**What this task involves:**
Below are the records; tally the lines that include "name" and report only the total.

::: Extracted records

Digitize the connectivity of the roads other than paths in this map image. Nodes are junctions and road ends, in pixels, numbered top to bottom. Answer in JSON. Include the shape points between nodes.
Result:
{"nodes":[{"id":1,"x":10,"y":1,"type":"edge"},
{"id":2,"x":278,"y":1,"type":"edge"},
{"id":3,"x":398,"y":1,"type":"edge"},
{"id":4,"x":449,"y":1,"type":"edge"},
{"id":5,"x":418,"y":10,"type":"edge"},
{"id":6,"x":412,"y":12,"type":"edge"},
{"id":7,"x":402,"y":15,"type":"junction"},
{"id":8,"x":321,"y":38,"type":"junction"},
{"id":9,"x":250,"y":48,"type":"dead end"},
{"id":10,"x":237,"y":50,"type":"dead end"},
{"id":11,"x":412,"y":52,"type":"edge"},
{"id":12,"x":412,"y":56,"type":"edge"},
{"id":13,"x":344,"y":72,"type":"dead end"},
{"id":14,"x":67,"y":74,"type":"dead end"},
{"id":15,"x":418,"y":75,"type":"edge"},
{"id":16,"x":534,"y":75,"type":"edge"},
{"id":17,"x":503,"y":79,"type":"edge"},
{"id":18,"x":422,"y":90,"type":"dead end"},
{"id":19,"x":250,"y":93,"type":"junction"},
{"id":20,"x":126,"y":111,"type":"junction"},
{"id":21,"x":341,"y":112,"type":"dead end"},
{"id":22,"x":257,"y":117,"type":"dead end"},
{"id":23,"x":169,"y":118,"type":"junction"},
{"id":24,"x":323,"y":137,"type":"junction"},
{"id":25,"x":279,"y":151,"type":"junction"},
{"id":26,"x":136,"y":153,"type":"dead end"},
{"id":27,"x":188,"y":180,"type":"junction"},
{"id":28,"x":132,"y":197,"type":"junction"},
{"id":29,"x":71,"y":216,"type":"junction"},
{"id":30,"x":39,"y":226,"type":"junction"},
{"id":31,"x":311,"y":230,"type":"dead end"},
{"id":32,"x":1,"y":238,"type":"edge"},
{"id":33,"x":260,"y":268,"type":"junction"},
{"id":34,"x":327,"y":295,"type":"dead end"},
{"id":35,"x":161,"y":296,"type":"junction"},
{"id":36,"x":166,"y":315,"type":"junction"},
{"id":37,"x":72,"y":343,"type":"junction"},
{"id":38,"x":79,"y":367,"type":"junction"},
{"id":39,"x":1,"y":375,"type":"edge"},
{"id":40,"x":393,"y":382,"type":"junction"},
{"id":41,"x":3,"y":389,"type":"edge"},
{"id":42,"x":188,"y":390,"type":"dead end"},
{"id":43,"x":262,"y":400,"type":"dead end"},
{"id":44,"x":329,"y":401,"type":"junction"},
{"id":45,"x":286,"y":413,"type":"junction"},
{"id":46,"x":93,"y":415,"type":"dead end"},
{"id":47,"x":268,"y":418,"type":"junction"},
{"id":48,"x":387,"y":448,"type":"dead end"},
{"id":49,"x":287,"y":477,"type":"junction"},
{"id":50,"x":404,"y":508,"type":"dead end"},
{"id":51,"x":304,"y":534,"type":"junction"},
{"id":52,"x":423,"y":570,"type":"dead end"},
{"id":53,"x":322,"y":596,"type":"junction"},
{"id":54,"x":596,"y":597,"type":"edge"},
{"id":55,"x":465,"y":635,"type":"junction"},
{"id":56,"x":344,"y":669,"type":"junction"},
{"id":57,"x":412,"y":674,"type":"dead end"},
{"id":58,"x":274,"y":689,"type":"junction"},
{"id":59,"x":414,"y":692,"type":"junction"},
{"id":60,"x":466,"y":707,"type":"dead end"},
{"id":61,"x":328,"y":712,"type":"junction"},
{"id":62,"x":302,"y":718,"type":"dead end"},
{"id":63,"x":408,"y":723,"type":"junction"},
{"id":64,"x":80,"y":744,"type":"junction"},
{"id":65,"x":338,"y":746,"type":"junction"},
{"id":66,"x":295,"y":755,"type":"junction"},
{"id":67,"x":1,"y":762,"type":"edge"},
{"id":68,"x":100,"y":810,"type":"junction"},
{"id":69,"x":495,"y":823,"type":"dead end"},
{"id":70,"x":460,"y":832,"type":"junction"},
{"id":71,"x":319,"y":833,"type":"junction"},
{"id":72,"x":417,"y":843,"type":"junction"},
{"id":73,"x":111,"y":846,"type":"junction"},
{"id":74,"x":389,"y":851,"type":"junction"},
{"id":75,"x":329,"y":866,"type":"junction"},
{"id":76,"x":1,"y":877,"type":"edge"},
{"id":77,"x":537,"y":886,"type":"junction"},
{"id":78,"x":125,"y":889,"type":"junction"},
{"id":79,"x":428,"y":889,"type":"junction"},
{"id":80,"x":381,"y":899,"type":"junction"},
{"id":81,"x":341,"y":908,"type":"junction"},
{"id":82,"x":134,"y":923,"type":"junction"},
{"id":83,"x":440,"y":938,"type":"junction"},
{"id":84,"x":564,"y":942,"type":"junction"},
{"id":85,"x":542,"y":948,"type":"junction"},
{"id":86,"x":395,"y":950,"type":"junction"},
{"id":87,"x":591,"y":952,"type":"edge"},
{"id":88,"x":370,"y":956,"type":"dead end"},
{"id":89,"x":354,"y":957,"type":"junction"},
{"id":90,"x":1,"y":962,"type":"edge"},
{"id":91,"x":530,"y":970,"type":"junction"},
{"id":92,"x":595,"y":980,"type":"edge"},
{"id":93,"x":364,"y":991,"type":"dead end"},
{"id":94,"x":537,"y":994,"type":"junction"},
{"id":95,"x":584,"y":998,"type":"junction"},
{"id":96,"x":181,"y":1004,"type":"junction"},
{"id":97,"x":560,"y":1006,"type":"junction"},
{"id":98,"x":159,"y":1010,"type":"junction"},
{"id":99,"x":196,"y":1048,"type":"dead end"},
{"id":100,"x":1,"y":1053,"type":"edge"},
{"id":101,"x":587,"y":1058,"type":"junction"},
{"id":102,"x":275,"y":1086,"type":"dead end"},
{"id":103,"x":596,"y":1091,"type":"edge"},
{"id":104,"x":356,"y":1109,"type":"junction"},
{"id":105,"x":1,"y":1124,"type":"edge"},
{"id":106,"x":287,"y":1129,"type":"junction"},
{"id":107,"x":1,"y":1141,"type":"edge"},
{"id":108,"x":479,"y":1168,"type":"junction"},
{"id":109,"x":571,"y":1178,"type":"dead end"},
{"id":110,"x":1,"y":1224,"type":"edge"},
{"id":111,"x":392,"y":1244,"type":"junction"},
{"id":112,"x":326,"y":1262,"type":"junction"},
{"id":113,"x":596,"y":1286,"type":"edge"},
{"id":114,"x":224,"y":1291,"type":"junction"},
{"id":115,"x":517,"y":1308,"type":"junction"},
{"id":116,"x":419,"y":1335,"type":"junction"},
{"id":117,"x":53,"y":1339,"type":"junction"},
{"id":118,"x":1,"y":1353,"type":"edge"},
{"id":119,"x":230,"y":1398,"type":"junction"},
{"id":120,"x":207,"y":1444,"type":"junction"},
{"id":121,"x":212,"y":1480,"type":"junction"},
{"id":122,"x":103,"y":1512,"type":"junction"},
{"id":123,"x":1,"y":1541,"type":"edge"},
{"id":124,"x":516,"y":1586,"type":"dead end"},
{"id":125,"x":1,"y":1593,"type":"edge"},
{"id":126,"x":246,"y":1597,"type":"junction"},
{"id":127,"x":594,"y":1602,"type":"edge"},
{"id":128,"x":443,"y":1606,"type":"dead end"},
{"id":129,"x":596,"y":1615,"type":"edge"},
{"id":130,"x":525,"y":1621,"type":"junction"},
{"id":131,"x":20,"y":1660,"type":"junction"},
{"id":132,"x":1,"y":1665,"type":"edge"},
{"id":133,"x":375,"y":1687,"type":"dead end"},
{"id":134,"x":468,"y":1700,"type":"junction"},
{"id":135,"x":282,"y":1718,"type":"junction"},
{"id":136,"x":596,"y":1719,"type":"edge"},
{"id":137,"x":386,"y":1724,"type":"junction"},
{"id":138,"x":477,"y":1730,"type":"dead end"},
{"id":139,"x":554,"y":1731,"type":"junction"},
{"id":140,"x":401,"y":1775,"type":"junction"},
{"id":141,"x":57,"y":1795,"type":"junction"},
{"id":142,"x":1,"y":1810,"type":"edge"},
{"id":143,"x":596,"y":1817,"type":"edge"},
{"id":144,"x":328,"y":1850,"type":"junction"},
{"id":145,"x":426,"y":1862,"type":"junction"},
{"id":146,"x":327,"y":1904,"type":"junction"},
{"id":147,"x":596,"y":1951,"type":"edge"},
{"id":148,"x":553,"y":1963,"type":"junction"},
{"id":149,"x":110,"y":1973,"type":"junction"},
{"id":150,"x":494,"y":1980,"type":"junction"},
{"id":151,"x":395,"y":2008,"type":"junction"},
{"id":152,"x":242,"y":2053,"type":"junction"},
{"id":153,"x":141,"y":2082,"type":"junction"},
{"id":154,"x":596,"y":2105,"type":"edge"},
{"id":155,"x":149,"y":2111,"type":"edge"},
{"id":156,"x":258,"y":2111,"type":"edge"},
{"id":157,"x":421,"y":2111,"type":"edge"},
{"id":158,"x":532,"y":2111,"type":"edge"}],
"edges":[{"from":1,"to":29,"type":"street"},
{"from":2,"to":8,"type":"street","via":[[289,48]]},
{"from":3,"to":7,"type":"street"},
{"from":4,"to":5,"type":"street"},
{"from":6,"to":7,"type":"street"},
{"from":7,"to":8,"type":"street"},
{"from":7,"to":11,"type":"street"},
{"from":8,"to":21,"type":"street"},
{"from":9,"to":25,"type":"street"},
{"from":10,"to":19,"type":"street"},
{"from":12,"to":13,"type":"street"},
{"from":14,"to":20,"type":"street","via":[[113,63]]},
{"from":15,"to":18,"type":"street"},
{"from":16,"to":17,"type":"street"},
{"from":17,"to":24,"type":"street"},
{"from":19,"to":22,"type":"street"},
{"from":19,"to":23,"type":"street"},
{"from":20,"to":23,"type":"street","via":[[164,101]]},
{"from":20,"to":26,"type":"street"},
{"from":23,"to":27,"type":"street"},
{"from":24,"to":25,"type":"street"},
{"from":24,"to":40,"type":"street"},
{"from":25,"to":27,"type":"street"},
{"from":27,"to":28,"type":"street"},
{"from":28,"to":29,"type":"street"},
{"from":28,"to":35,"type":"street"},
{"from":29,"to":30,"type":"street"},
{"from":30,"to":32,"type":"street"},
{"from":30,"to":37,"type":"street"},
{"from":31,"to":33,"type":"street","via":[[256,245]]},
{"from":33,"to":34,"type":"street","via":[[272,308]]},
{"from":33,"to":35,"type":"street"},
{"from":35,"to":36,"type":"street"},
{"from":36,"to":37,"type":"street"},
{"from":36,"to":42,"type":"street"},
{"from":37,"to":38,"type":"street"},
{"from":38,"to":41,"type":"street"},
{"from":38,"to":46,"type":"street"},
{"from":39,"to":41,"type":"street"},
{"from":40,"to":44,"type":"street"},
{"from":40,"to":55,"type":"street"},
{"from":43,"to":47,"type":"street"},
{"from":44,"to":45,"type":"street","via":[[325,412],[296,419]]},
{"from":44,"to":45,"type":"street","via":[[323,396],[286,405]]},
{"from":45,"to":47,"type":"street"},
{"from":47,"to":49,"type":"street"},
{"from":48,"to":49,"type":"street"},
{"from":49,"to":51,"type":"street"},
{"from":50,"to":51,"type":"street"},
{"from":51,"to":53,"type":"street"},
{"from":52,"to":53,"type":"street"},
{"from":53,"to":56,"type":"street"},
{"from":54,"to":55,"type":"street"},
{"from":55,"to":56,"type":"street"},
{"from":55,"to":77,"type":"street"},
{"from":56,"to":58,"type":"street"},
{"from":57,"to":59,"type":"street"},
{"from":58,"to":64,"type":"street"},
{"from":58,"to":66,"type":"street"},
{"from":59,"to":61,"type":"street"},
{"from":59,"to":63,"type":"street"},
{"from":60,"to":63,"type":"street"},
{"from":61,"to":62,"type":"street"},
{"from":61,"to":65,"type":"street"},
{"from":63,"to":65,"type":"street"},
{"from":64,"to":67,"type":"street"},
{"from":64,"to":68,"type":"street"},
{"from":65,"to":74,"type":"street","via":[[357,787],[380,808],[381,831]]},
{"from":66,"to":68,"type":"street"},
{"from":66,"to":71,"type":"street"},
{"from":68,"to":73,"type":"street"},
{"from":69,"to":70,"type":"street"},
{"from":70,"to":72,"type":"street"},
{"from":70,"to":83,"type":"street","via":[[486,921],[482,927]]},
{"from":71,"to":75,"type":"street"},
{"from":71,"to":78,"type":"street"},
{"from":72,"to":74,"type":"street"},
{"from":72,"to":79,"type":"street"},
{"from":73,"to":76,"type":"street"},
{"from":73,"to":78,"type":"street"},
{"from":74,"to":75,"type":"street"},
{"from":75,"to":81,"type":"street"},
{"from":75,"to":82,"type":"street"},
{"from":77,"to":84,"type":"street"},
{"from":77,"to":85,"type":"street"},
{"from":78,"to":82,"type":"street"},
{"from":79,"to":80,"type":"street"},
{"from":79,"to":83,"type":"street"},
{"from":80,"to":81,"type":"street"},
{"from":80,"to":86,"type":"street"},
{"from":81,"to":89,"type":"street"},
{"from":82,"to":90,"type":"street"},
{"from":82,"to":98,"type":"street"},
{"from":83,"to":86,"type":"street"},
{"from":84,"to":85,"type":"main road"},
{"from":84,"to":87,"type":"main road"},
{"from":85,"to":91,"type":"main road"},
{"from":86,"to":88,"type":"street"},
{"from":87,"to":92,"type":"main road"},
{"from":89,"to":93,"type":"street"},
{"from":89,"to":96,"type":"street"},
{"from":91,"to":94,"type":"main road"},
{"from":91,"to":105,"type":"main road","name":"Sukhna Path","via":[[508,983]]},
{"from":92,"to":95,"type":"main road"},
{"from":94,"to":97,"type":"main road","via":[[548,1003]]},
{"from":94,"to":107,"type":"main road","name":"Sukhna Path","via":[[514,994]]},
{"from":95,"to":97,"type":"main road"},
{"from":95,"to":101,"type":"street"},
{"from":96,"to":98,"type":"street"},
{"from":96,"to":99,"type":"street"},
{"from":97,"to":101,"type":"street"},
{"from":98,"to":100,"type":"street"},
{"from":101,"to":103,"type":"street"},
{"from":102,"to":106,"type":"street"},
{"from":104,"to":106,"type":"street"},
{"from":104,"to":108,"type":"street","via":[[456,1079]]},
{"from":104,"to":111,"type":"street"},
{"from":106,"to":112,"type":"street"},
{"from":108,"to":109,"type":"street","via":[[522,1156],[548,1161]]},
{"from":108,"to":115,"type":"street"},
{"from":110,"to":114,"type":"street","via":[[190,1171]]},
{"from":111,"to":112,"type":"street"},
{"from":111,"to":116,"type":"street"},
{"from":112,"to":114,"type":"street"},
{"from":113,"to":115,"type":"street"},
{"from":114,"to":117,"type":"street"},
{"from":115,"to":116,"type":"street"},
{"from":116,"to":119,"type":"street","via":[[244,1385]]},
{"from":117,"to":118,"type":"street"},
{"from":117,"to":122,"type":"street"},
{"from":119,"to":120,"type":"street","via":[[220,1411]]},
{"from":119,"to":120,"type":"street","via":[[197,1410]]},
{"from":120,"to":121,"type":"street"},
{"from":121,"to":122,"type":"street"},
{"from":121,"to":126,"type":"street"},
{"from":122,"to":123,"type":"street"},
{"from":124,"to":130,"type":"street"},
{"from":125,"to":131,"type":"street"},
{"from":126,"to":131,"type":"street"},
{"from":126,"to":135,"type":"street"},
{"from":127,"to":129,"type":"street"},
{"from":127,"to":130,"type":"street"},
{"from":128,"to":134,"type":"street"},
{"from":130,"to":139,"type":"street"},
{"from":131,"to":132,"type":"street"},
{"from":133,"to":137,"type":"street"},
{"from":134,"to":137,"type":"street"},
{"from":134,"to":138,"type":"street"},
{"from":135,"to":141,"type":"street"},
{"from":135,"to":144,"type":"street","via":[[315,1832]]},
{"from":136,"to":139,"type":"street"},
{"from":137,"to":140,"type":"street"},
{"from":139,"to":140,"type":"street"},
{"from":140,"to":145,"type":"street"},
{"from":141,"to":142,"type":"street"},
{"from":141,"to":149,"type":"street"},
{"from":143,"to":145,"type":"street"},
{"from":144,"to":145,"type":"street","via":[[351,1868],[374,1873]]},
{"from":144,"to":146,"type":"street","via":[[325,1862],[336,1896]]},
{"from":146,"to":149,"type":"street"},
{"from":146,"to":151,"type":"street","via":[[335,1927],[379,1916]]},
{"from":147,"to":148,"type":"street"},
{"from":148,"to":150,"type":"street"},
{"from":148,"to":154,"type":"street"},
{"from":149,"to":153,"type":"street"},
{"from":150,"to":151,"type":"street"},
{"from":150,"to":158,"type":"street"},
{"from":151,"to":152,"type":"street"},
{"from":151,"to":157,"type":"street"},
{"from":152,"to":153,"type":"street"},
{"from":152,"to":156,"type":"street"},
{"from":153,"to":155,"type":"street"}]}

::::::

**Task solution:**
2